Emblematico a tal proposito è il caso di una Lista Civica di una cittadina toscana (Nuova Piombino) che per anni è stata all’opposizione, intercettando una certa diffidenza antipartitica di quella popolazione e proiettando sul piano delle proposte concrete la sua linea d’azione. Il suo 21% era significativo fino a quando non ha deciso di passare alla concretizzazione delle sue proposte, entrando in maggioranza e portandovi anche due simboli partitici inscritti nel logo della Lista. Gli elettori ovviamente hanno bocciato quest’idea che snaturava la Lista, le toglieva quella spontaneità di elementi e la ri-omologava alla tradizione partitica. Credo anche che l’elettore di quella cittadina abbia preferito riportarsi alla tradizione piuttosto che votare un ibrido politico.
Forse questo ultimo non è un punto trascurabile: l’ibrido politico è quello che più il cittadino italiano aborre, perché indistinto e tutto sommato poco inscritto in un panorama di chiarezza politica.
Identificazione dei problemi e ricerca delle soluzioni, nell’ottica del civismo moderno, è cosa ben diversa dal populismo anarcoide che di tutto di preoccupa fuorché di seguire la logica dei due passi anzi detti.
LO STEP REGIONALE
Non appare così complesso trasferire la metodologia civica in ottica più ampia: quella regionale. Identificando, come passo successivo, le necessità regionali, motivate da numerosi elementi di sofferenza per produrre un nuovo modello di sviluppo interregionale.
La prima necessità è quella economica. La mancanza di sviluppo ubiquitaria nei Paesi Europei trova in alcune aree picchi manifesti dalla disoccupazione, specie giovanile. Il 21% di disoccupazione italiana a fronte del 41% di quella giovanile, se rende ragione della sofferenza globale massimizzata non esprime del tutto quanto questa possa mortificare, e non solo sul piano economico, l’intera regione interessata. Livelli di sicurezza che si abbassano drammaticamente, incapacità degli anziani di avviarsi alle cure, impossibilità di frenare l’esodo dei giovani verso altri lidi produttivi. La cartina (del 2013) identifica bene le aree dell’Europa Meridionale afflitte dalla disoccupazione, che non risparmia neanche i Paesi Europei a “prima velocità” Euro.

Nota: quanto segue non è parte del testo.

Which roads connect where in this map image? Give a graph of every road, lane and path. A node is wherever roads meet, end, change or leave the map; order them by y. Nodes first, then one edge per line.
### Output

Un’altra motivazione è quella dell’Autonomia Legislativa. Essa si basa sostanzialmente sulla possibilità di recupero fiscale interamente devoluto alla Regione, senza tributi allo Stato di appartenenza. Tuttavia spesso altre motivazioni sostengono la richiesta di appartenenza. Il comune sentire linguistico e culturale fa sì che un popolo si ritrovi attorno a una tradizione comune, come avviene in Scozia. In effetti uno dei motivi più sostanzianti l’aggregazione regionale è la lingua comune. Questa ha in molti casi tali radici culturali da esser una lingua autonoma, derivata da altro ceppo linguistico, come avviene in Sardegna, la cui lingua gode di un’autonomia lessicale e grammaticale. A questo punto il Civismo territoriale si trasforma e diviene Entità Politica Regionale che può godere, nella maggior parte dei casi, di autonomia culturale, economica e finanziaria. Gli esempi si concretizzano in una lista europea di almeno 40 entità che avrebbero le insite prerogative dell’autonomia.
Come sviluppare un’economia circolare europea che superi il corpo ingessato dello Stato di riferimento?

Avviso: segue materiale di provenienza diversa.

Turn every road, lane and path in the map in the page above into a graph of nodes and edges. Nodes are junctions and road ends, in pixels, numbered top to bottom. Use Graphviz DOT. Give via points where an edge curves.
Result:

L’idea è quella di un’economia, più che circolare, di tipo alveolare. Gli esempi nel quotidiano sono tantissimi: dall’arnia delle api alla struttura polmonare, ogni alveolo non solo è circondato da alveoli più o meno eguali ma si sostengono strutturalmente a vicenda. Senza entrare nel merito, scientifico e complesso, la teoria di Jere Mead dell’interdipendenza meccanica rende possibile capire la struttura autoportante alveolare.
L’ECONOMIA ALVEOLARE INTERDIPENDENTE
Essa può considerarsi la forma più evoluta della nuova economia circolare che ha sostituito da tempo, almeno nelle teorie, quella lineare. Il futuro sostenibile 2.0 significa capacità di produzione locale a km 0, utilizzo della merce materiale e immateriale, quindi riuso, riciclo completo, in modo da evitare sprechi e iperconsumismo. Si supera così la fase di protezione ambientale da iperproduzione di anidride carbonica, evitando la catalogazione in Paese User, quello che produce CO2 per attività industriali di sostentamento e Paese Consumer che produce CO2 soltanto in funzione dello stile di vita basato sull’utilizzo eccessivo di fossile per energia elettrica, trasporti e usi voluttuari (Oil Lifestyle).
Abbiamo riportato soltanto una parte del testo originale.